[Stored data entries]
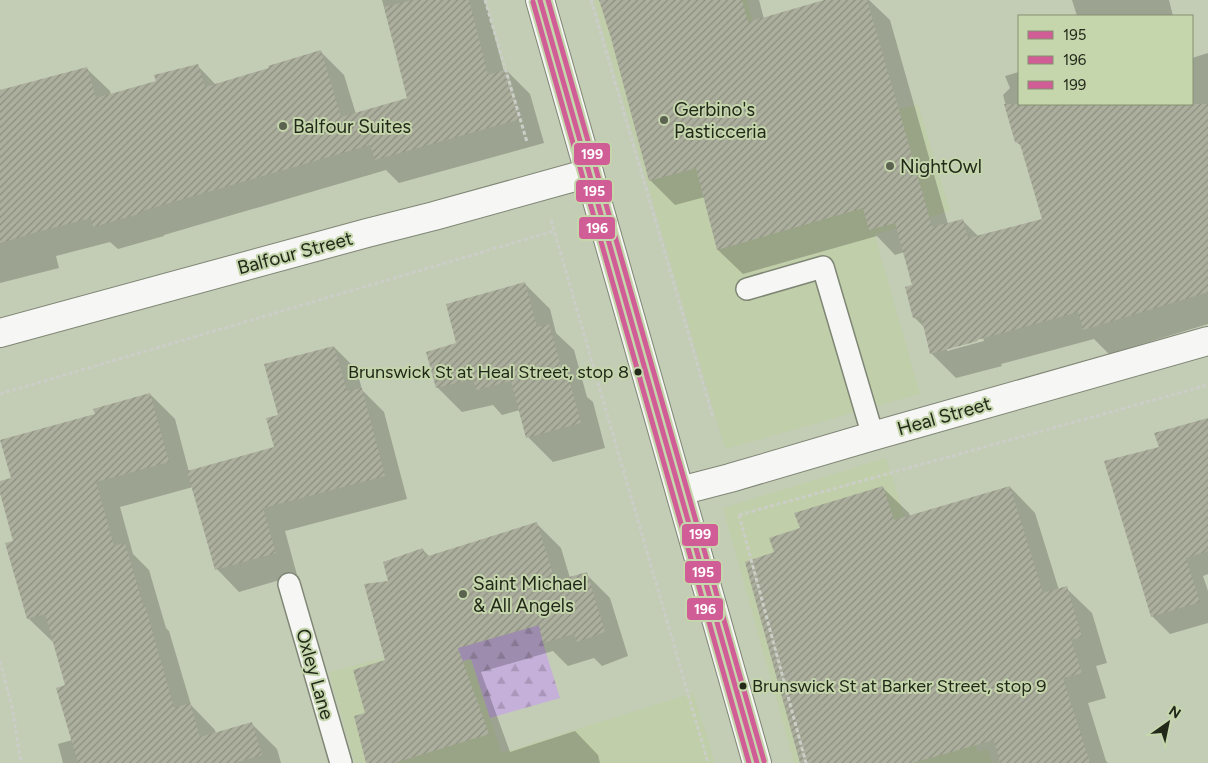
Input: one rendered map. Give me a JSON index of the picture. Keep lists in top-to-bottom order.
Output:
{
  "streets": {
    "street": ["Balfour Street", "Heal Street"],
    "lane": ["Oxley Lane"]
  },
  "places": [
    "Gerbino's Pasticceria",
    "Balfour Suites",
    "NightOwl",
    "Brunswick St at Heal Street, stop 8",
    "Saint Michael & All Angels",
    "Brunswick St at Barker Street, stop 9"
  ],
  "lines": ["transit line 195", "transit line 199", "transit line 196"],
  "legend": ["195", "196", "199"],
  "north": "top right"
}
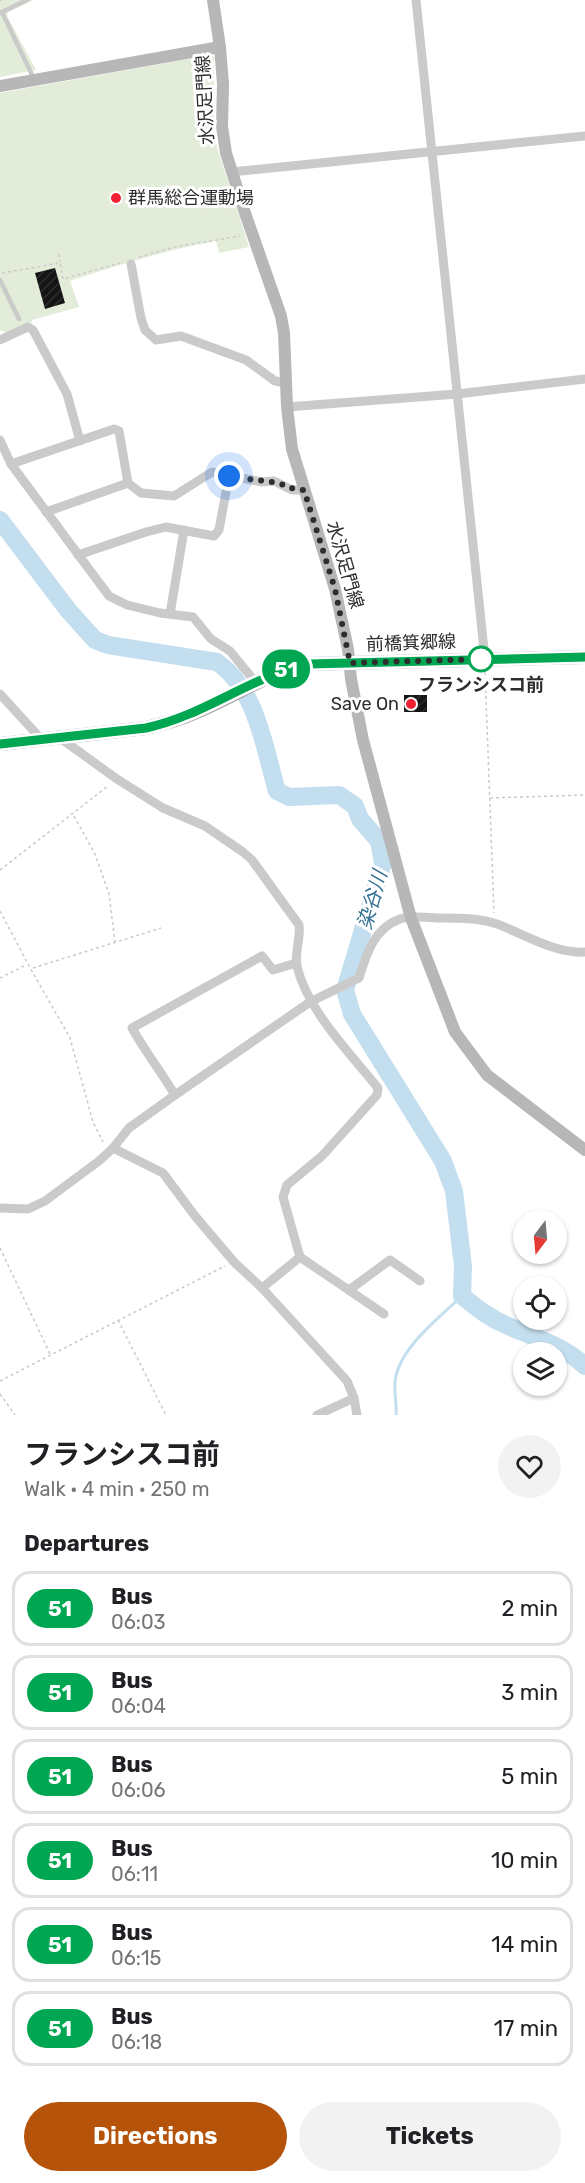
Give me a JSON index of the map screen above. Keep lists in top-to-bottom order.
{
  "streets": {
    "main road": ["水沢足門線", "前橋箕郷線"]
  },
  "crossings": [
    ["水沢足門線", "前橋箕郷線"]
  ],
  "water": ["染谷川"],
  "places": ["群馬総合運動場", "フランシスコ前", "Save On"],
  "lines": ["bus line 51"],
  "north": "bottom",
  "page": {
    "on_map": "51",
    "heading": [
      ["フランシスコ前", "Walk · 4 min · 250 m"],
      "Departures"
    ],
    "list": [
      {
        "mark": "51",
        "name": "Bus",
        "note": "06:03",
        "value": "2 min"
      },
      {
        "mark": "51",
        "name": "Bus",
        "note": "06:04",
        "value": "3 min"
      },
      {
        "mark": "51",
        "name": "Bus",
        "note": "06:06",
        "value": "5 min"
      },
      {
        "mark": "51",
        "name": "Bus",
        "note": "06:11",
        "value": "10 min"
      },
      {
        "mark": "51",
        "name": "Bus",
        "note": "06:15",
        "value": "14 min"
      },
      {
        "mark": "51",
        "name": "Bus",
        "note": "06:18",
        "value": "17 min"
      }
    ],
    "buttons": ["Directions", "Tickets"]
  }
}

YOUR GOAL: Check each line of the entries, and copy the ones that contain "Brunswick".

RESPONSE:
    "Brunswick St at Heal Street, stop 8",
    "Brunswick St at Barker Street, stop 9"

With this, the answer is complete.